Лет через шестнадцать после описанной поездки на Дальний Восток, совсем незадолго до моего отбытия в чужеземство, я встретил в Москве бывшего сотрудника «Суворовского натиска» и от него услышал рассказ о конце военной карьеры подполковника Шапы.
Оказывается, мой дурной пример стал для него заразительным. После моего отъезда Шапа решил, что и он в конце концов тоже писатель и может вести себя соответственно. Он стал дерзить Грушецкому, и не только ему, говоря при этом, что он писатель, талант, а не какойнибудь солдафон.
Однажды, выходя в пьяном виде из ресторана, он столкнулся в дверях с другим военным. Оба оказались не столь благовоспитанны, как Чичиков с Маниловым, не расшаркивались друг перед другом – только, мол, после вас, – а наоборот, стали выяснять, кто главнее.
– Ты кто такой? – кричал Шапа.
– А ты кто? – спросил другой военный.
– Я писатель Шапа, а ты?
– А я командующий округом генерал армии Петров.
По словам рассказчика этой печальной истории, несколько дней спустя подполковник Шапа был разжалован в рядовые, а рядовой Шапа уволен в запас.

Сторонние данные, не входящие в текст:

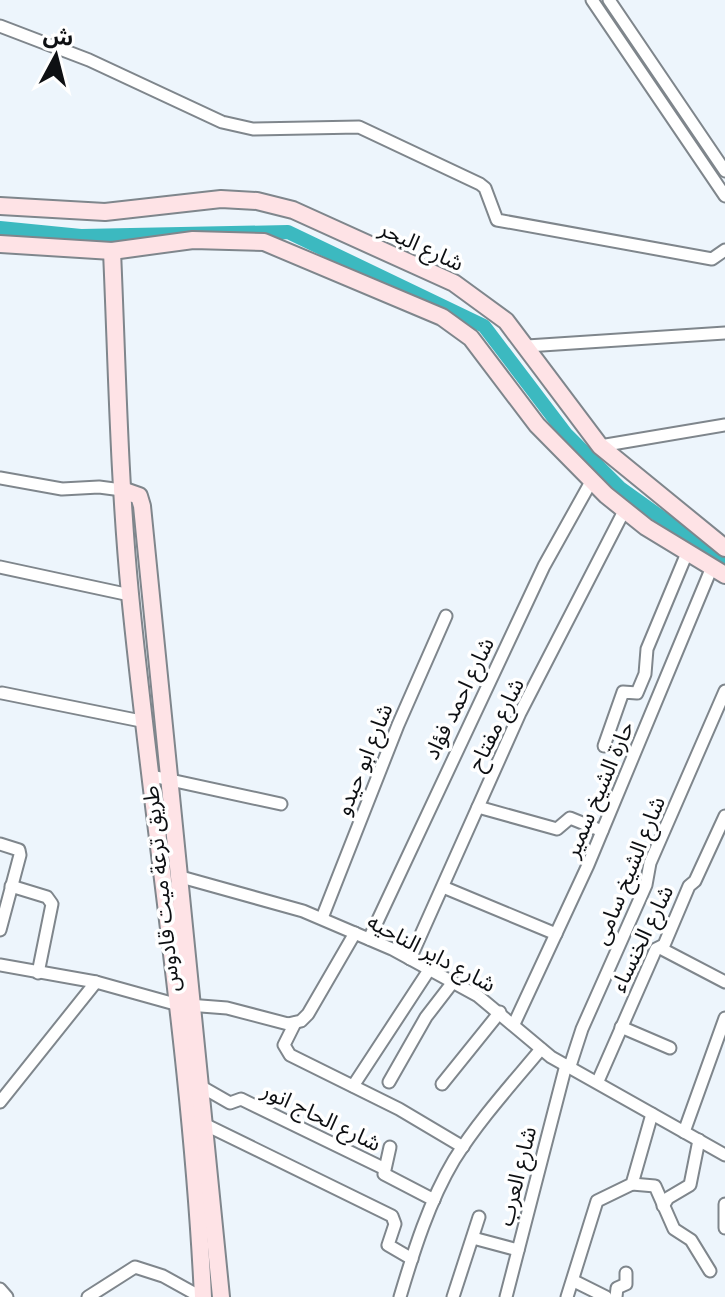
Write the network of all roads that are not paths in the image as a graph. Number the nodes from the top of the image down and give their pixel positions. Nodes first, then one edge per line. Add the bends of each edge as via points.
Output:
1 (592, 0) edge
2 (609, 0) edge
3 (0, 26) edge
4 (725, 171) edge
5 (725, 196) edge
6 (0, 206) edge
7 (0, 244) edge
8 (725, 250) edge
9 (112, 251) junction
10 (725, 333) edge
11 (527, 346) junction
12 (725, 425) edge
13 (600, 446) junction
14 (0, 478) edge
15 (592, 480) junction
16 (122, 490) junction
17 (624, 511) junction
18 (724, 545) edge
19 (687, 553) junction
20 (0, 567) edge
21 (718, 571) edge
22 (130, 595) junction
23 (446, 616) dead end
24 (725, 691) edge
25 (2, 693) dead end
26 (720, 715) edge
27 (146, 722) junction
28 (604, 746) dead end
29 (152, 776) junction
30 (171, 780) junction
31 (281, 804) dead end
32 (478, 807) junction
33 (724, 818) edge
34 (602, 831) junction
35 (0, 844) edge
36 (170, 854) junction
37 (181, 877) junction
38 (11, 886) junction
39 (443, 887) junction
40 (322, 918) junction
41 (0, 930) edge
42 (355, 933) junction
43 (556, 934) junction
44 (369, 939) junction
45 (660, 948) junction
46 (410, 959) junction
47 (0, 965) edge
48 (429, 970) junction
49 (38, 973) junction
50 (96, 982) junction
51 (453, 982) junction
52 (725, 982) edge
53 (175, 1004) junction
54 (194, 1004) junction
55 (500, 1012) junction
56 (725, 1018) edge
57 (295, 1023) junction
58 (514, 1024) junction
59 (621, 1027) junction
60 (670, 1048) dead end
61 (541, 1049) junction
62 (568, 1065) junction
63 (598, 1081) junction
64 (389, 1082) dead end
65 (442, 1084) dead end
66 (353, 1086) junction
67 (202, 1087) junction
68 (0, 1102) edge
69 (652, 1114) junction
70 (206, 1125) junction
71 (684, 1132) junction
72 (699, 1140) junction
73 (390, 1147) dead end
74 (463, 1147) junction
75 (725, 1155) edge
76 (383, 1168) junction
77 (632, 1184) junction
78 (434, 1200) junction
79 (725, 1205) edge
80 (663, 1206) junction
81 (479, 1217) dead end
82 (725, 1228) edge
83 (473, 1238) junction
84 (518, 1250) junction
85 (412, 1259) junction
86 (710, 1271) dead end
87 (626, 1273) dead end
88 (574, 1281) junction
89 (0, 1289) edge
90 (7, 1297) edge
91 (88, 1297) edge
92 (202, 1297) edge
93 (221, 1297) edge
94 (400, 1297) edge
95 (453, 1297) edge
96 (506, 1297) edge
97 (567, 1297) edge
98 (606, 1297) edge
99 (616, 1297) edge

1 - 5 street
2 - 4 street
3 - 8 street via 238,127 340,125 378,134 480,184 497,220 712,259
6 - 11 street, شارع البحر via 105,212 221,199 293,210 454,283 506,321
7 - 9 street
9 - 15 street via 193,240 264,242 442,317 471,338 537,425
9 - 16 street, طريق ترعة ميت قادوس
10 - 11 street
11 - 13 street, شارع البحر
12 - 13 street
13 - 18 street, شارع البحر
14 - 16 street via 62,489
15 - 17 street
15 - 44 street, شارع احمد فؤاد via 544,566
16 - 22 street, طريق ترعة ميت قادوس
16 - 30 street, طريق ترعة ميت قادوس via 135,493 142,506
17 - 19 street
17 - 32 street, شارع مفتاح
19 - 21 street
19 - 28 street via 647,649 638,692 623,692
20 - 22 street
21 - 34 street, حارة الشيخ سمير
22 - 27 street, طريق ترعة ميت قادوس
23 - 40 street, شارع ابو حيدو
24 - 26 street, شارع الشيخ سامى
25 - 27 street
26 - 62 street, شارع الشيخ سامى via 650,863 646,885
27 - 29 street, طريق ترعة ميت قادوس
29 - 30 street
29 - 36 street, طريق ترعة ميت قادوس
30 - 31 street
30 - 36 street, طريق ترعة ميت قادوس
32 - 34 street via 559,829 570,818
32 - 39 street, شارع مفتاح
33 - 45 street, شارع الخنساء
34 - 43 street, حارة الشيخ سمير
35 - 38 street via 19,850
36 - 37 street, طريق ترعة ميت قادوس
36 - 53 street, طريق ترعة ميت قادوس
37 - 40 street, شارع داير الناحيه
37 - 54 street, طريق ترعة ميت قادوس
38 - 41 street
38 - 49 street via 47,897 52,904
39 - 43 street
39 - 46 street, شارع مفتاح
40 - 42 street, شارع داير الناحيه
42 - 44 street, شارع داير الناحيه
42 - 57 street via 308,1014
43 - 58 street, حارة الشيخ سمير
44 - 46 street, شارع داير الناحيه
45 - 52 street
45 - 59 street, شارع الخنساء
46 - 48 street, شارع داير الناحيه
47 - 49 street
48 - 51 street, شارع داير الناحيه
48 - 66 street
49 - 50 street
50 - 53 street
50 - 68 street
51 - 55 street, شارع داير الناحيه
51 - 64 street
53 - 54 street
53 - 92 street, طريق ترعة ميت قادوس
54 - 57 street
54 - 67 street, طريق ترعة ميت قادوس
55 - 58 street, شارع داير الناحيه
55 - 65 street
56 - 71 street
57 - 66 street via 286,1052
58 - 61 street, شارع داير الناحيه
59 - 60 street
59 - 63 street, شارع الخنساء
61 - 62 street, شارع داير الناحيه
61 - 74 street
62 - 63 street, شارع داير الناحيه
62 - 84 street, شارع العرب
63 - 69 street, شارع داير الناحيه
66 - 74 street
67 - 70 street, طريق ترعة ميت قادوس
67 - 76 street, شارع الحاج انور via 232,1104 241,1099
69 - 71 street, شارع داير الناحيه
69 - 77 street
70 - 85 street via 392,1216 395,1224 388,1245
70 - 93 street, طريق ترعة ميت قادوس
71 - 72 street, شارع داير الناحيه
72 - 75 street, شارع داير الناحيه
72 - 80 street via 690,1185
73 - 76 street, شارع الحاج انور
74 - 78 street
76 - 78 street, شارع الحاج انور via 387,1176
77 - 80 street via 655,1186
77 - 88 street via 597,1201
78 - 85 street
79 - 82 street
80 - 86 street via 674,1229 691,1240
81 - 83 street
83 - 84 street
83 - 95 street
84 - 96 street, شارع العرب
85 - 94 street
87 - 99 street via 626,1284 617,1288
88 - 97 street
88 - 98 street
89 - 90 street
91 - 92 street via 135,1267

Временный СавельичДва месяца мы с Марком Поповским жили бок о бок в одной комнате, кровать к кровати. Вместе выступали перед солдатами, и я уже на зубок знал его лекцию об успехах советских фармакологов, об открытии возбудителя холеры доктором Хавкиным, который жил в Индии. Часто мы бывали гостями местных радиостанций, а на Сахалине и во Владивостоке выступали и по телевидению. Телевидение еще многими людьми воспринималось как чудо. На Сахалине мы с Поповским выступили, а утром вышли из гостиницы, и первая встреченная нами девушка вскрикнула:
– Ой! А я вас вчера по телевизору видела!

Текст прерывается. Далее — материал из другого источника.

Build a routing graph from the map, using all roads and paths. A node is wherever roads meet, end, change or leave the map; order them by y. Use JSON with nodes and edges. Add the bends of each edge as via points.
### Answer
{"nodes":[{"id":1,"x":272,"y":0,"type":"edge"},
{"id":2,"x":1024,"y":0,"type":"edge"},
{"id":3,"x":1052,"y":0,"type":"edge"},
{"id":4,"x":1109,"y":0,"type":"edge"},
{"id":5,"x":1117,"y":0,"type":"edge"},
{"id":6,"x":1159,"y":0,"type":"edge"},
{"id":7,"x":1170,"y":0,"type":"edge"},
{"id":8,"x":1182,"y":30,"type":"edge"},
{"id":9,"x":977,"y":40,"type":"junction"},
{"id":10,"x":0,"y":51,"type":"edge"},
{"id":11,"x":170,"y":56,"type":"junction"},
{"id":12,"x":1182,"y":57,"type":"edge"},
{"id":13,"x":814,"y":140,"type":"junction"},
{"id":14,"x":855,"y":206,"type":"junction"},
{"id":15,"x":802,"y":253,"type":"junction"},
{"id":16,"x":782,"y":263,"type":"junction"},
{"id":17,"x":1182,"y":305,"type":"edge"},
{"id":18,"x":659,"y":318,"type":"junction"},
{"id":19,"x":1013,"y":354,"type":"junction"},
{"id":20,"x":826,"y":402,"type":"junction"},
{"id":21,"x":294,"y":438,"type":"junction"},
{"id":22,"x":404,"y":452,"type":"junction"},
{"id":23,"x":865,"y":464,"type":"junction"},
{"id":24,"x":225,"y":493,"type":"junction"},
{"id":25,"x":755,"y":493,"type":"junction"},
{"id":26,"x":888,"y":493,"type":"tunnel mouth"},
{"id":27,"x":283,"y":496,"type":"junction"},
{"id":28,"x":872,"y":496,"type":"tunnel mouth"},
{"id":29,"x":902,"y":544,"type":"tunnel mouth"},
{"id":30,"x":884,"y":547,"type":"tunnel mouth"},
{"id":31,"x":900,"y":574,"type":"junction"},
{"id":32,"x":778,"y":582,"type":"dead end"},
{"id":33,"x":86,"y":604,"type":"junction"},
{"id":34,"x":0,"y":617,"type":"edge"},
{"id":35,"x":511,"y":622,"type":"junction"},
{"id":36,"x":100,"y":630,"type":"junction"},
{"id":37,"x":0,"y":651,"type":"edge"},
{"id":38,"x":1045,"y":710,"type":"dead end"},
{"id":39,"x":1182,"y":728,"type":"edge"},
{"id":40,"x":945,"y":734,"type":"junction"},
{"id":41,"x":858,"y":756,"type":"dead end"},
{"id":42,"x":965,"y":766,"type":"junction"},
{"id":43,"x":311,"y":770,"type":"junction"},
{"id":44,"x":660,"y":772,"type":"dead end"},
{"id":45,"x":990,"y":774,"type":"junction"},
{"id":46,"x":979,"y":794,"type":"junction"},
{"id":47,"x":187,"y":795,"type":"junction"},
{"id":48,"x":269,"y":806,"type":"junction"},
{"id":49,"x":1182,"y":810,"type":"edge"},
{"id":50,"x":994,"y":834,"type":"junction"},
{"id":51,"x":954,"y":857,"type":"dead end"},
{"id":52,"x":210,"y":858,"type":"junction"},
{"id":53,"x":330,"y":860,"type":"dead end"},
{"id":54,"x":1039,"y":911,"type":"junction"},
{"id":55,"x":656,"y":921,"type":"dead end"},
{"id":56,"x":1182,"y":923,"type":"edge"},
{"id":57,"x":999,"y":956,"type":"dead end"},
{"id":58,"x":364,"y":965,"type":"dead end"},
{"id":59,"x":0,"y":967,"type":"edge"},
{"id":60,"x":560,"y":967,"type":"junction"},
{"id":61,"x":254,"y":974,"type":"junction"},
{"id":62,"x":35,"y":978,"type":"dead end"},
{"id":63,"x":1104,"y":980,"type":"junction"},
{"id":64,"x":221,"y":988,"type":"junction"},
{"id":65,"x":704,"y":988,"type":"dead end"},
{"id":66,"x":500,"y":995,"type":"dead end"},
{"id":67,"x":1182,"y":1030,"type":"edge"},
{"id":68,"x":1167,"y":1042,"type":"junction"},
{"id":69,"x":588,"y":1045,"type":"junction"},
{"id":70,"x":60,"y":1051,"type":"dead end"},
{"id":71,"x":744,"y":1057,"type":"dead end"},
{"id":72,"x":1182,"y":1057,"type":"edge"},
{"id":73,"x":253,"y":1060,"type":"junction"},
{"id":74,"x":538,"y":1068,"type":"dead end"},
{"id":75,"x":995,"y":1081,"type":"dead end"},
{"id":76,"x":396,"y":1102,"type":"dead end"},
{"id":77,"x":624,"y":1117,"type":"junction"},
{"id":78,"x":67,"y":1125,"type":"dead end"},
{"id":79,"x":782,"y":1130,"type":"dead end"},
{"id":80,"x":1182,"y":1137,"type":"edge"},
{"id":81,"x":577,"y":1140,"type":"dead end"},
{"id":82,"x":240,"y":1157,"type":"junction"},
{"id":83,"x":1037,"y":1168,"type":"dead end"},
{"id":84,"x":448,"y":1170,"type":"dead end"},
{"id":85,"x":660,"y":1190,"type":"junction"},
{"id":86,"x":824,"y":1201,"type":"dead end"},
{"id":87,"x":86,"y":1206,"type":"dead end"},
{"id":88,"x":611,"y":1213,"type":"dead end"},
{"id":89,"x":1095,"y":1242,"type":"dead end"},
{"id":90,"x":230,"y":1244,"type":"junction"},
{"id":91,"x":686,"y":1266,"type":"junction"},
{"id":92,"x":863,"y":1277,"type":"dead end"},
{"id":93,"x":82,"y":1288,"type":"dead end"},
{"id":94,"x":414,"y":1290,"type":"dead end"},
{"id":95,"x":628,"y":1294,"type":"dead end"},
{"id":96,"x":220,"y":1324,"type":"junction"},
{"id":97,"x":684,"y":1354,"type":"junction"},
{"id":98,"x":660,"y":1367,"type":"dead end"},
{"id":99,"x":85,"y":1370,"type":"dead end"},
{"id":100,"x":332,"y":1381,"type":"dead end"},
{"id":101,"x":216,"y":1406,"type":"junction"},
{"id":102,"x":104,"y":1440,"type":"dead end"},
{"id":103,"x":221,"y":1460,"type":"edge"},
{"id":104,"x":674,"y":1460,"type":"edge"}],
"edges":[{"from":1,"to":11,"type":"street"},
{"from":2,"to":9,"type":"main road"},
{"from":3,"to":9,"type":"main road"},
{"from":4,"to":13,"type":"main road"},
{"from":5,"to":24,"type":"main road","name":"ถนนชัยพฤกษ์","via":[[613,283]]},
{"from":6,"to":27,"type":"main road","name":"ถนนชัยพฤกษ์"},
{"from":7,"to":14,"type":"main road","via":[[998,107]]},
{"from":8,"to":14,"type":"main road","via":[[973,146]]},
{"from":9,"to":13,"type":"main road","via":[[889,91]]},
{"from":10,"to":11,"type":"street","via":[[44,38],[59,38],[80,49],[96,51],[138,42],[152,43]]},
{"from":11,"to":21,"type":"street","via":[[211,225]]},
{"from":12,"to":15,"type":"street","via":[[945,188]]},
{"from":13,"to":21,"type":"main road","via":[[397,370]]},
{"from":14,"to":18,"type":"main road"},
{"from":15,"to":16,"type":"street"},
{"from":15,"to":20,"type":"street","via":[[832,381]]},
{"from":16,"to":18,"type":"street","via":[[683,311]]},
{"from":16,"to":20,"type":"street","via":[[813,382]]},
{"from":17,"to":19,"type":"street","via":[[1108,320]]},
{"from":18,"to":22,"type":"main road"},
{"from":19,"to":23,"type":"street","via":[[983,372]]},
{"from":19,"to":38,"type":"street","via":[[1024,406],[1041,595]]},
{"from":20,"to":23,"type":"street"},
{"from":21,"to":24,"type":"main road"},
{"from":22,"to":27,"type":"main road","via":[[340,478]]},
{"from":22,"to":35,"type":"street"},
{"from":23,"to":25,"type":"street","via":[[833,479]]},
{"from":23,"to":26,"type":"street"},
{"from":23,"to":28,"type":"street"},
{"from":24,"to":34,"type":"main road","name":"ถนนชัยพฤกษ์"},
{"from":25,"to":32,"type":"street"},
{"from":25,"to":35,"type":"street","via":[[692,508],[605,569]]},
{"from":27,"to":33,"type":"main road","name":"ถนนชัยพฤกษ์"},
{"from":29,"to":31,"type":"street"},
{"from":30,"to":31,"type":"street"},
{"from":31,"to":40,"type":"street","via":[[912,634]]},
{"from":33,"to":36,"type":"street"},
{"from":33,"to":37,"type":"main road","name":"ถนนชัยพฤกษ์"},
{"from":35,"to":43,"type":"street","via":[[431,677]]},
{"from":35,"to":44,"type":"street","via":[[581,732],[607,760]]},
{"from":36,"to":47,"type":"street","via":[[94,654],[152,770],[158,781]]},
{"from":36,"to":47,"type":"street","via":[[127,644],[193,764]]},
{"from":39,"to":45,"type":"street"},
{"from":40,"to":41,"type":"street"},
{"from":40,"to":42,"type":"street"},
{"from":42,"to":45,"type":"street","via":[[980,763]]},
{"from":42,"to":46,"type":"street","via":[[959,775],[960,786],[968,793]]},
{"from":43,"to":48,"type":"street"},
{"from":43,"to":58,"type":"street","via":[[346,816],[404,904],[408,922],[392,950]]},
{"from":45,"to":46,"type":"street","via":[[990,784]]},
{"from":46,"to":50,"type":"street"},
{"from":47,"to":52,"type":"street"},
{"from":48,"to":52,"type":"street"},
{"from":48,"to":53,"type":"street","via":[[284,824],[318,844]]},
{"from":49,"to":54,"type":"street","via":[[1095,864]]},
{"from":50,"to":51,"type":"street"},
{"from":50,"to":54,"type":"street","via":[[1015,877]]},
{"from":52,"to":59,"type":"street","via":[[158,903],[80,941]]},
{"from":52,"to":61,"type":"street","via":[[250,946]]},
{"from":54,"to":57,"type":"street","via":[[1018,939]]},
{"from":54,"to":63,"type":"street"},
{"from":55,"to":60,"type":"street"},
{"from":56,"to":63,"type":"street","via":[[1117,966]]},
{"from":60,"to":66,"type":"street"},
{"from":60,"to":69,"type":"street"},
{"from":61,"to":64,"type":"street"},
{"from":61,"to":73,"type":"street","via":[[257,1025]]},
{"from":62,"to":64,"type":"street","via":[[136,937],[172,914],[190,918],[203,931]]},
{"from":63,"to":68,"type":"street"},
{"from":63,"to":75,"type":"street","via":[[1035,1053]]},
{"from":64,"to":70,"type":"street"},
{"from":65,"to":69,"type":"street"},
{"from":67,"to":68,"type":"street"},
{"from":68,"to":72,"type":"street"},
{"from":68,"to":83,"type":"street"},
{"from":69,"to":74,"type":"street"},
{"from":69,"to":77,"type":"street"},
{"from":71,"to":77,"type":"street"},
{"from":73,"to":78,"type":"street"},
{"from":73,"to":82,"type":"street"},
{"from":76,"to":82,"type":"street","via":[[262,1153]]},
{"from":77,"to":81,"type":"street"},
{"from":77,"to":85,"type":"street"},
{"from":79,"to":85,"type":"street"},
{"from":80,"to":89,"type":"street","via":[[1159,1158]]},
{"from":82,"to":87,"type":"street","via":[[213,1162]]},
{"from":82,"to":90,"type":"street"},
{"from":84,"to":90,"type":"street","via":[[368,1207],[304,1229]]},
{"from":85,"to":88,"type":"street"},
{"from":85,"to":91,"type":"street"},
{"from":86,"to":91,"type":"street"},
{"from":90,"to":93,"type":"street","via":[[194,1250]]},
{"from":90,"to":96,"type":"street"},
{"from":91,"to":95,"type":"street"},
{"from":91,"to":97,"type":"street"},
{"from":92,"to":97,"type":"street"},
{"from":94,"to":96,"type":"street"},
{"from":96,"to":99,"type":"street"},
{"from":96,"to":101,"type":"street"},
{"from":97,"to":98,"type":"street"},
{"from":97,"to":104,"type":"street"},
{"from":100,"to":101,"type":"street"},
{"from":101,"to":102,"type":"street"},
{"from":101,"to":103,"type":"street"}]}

В Хабаровске нас тоже пригласили на телевидение. Наверное, там еще не было записывающих устройств. Поэтому нам предложили, что сегодня мы проведем репетицию, а завтра уже выступим понастоящему. Я удивился и сказал, что мы не артисты и ни в каких репетициях не нуждаемся. Можем говорить спонтанно.

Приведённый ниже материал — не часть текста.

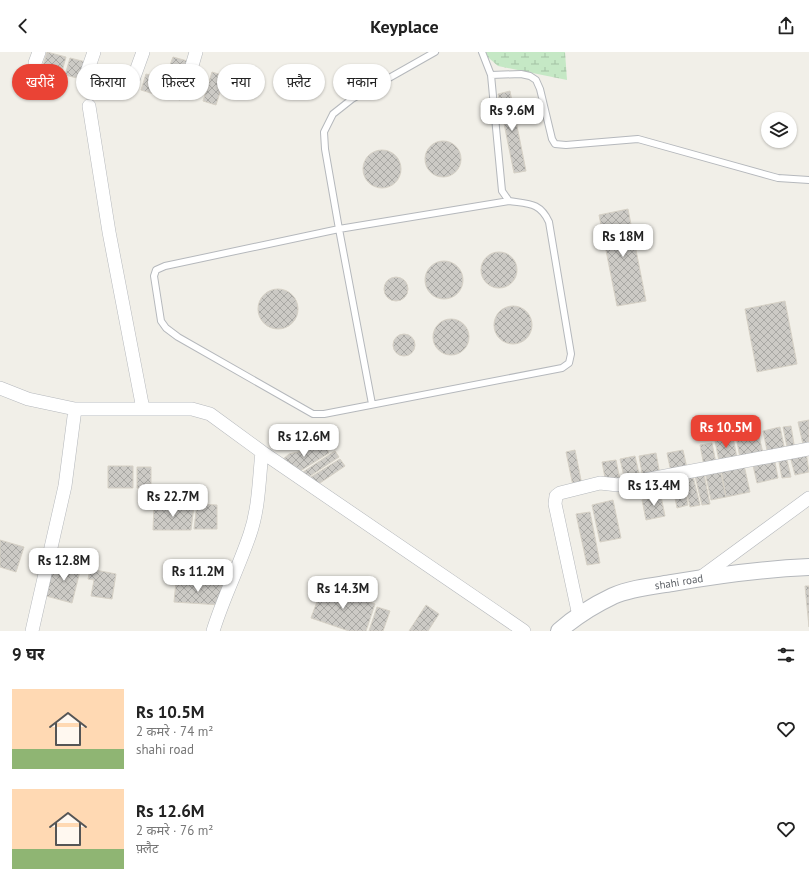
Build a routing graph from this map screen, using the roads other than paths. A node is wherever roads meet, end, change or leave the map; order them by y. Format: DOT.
graph roads {
  1 [pos="94,52"];
  2 [pos="143,52"];
  3 [pos="196,52"];
  4 [pos="435,52"];
  5 [pos="482,52"];
  6 [pos="90,64"];
  7 [pos="139,64"];
  8 [pos="192,64"];
  9 [pos="491,74"];
  10 [pos="89,106"];
  11 [pos="809,180"];
  12 [pos="509,201"];
  13 [pos="339,229"];
  14 [pos="0,388"];
  15 [pos="372,404"];
  16 [pos="75,409"];
  17 [pos="143,409"];
  18 [pos="809,449"];
  19 [pos="262,452"];
  20 [pos="809,498"];
  21 [pos="809,566"];
  22 [pos="700,578"];
  23 [pos="578,616"];
  24 [pos="32,631"];
  25 [pos="213,631"];
  26 [pos="524,631"];
  27 [pos="559,631"];
  1 -- 6 [label="street"];
  2 -- 7 [label="street"];
  3 -- 8 [label="street"];
  4 -- 13 [label="lane"];
  5 -- 9 [label="lane"];
  9 -- 11 [label="lane"];
  9 -- 12 [label="lane"];
  10 -- 17 [label="street"];
  12 -- 13 [label="lane"];
  12 -- 15 [label="lane"];
  13 -- 15 [label="lane"];
  13 -- 15 [label="lane"];
  14 -- 16 [label="street"];
  16 -- 17 [label="street"];
  16 -- 24 [label="street"];
  17 -- 19 [label="street"];
  18 -- 23 [label="street"];
  19 -- 25 [label="street"];
  19 -- 26 [label="street"];
  20 -- 22 [label="street"];
  21 -- 22 [label="street, shahi road"];
  22 -- 23 [label="street, shahi road"];
  23 -- 27 [label="street, shahi road"];
}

– Что вы! Что вы! – сказала редакторша. – Как можно спонтанно? Это же телевидение!
Я спросил, почему во Владивостоке и на Сахалине можно было выступать без репетиций, а в Хабаровске нельзя. Мне ответили, что в Хабаровске такие правила. Я сказал твердо: никаких репетиций не будет. Поповский меня поддержал. Прибежал главный редактор. Сначала уговаривал мирно. Потом стал сердиться и намекать, что здесь выступали люди поважнее, и те обязательно репетировали. Например, герой Гражданской войны Матвеев. (Один из дядей поэтессы Новеллы Матвеевой. Другой ее дядя, поэт Иван Елагин, был эмигрантом. Много лет спустя я встретил его в Америке.) Ссылка на более важных людей меня разозлила, и я повторил, что нет, никаких репетиций. Тот, совсем уже потеряв чувство реальности, стал угрожать, говоря, что о нашем поведении сообщит куда надо, чем и вовсе лишил нас возможности компромисса. А жителей Хабаровска лицезреть нас.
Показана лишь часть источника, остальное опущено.